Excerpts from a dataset
---------------
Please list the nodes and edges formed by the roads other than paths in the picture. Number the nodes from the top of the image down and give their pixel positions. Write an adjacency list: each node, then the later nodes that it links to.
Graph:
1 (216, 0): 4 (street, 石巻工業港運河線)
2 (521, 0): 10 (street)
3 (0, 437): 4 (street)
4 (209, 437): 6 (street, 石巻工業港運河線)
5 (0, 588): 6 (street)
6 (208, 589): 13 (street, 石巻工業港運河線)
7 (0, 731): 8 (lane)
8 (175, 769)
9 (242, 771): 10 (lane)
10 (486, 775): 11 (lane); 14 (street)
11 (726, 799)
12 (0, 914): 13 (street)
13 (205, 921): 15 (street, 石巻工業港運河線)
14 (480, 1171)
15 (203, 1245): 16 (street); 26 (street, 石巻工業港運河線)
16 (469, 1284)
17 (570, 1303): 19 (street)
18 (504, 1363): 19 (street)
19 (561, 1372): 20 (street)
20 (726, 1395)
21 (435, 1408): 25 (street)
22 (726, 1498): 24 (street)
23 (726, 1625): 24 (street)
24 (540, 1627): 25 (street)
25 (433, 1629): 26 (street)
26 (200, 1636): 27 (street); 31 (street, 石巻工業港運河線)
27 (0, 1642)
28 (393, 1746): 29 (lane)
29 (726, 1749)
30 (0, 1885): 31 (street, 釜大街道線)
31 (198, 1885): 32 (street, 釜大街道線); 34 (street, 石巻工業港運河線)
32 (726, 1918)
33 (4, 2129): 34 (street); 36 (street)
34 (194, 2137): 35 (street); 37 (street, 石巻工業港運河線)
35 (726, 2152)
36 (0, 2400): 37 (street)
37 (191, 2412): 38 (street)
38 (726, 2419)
---------------
> Exercise goal: All of the data above needs to be given again exactly.

> Result of this task:
Please list the nodes and edges formed by the roads other than paths in the picture. Number the nodes from the top of the image down and give their pixel positions. Write an adjacency list: each node, then the later nodes that it links to.
Graph:
1 (216, 0): 4 (street, 石巻工業港運河線)
2 (521, 0): 10 (street)
3 (0, 437): 4 (street)
4 (209, 437): 6 (street, 石巻工業港運河線)
5 (0, 588): 6 (street)
6 (208, 589): 13 (street, 石巻工業港運河線)
7 (0, 731): 8 (lane)
8 (175, 769)
9 (242, 771): 10 (lane)
10 (486, 775): 11 (lane); 14 (street)
11 (726, 799)
12 (0, 914): 13 (street)
13 (205, 921): 15 (street, 石巻工業港運河線)
14 (480, 1171)
15 (203, 1245): 16 (street); 26 (street, 石巻工業港運河線)
16 (469, 1284)
17 (570, 1303): 19 (street)
18 (504, 1363): 19 (street)
19 (561, 1372): 20 (street)
20 (726, 1395)
21 (435, 1408): 25 (street)
22 (726, 1498): 24 (street)
23 (726, 1625): 24 (street)
24 (540, 1627): 25 (street)
25 (433, 1629): 26 (street)
26 (200, 1636): 27 (street); 31 (street, 石巻工業港運河線)
27 (0, 1642)
28 (393, 1746): 29 (lane)
29 (726, 1749)
30 (0, 1885): 31 (street, 釜大街道線)
31 (198, 1885): 32 (street, 釜大街道線); 34 (street, 石巻工業港運河線)
32 (726, 1918)
33 (4, 2129): 34 (street); 36 (street)
34 (194, 2137): 35 (street); 37 (street, 石巻工業港運河線)
35 (726, 2152)
36 (0, 2400): 37 (street)
37 (191, 2412): 38 (street)
38 (726, 2419)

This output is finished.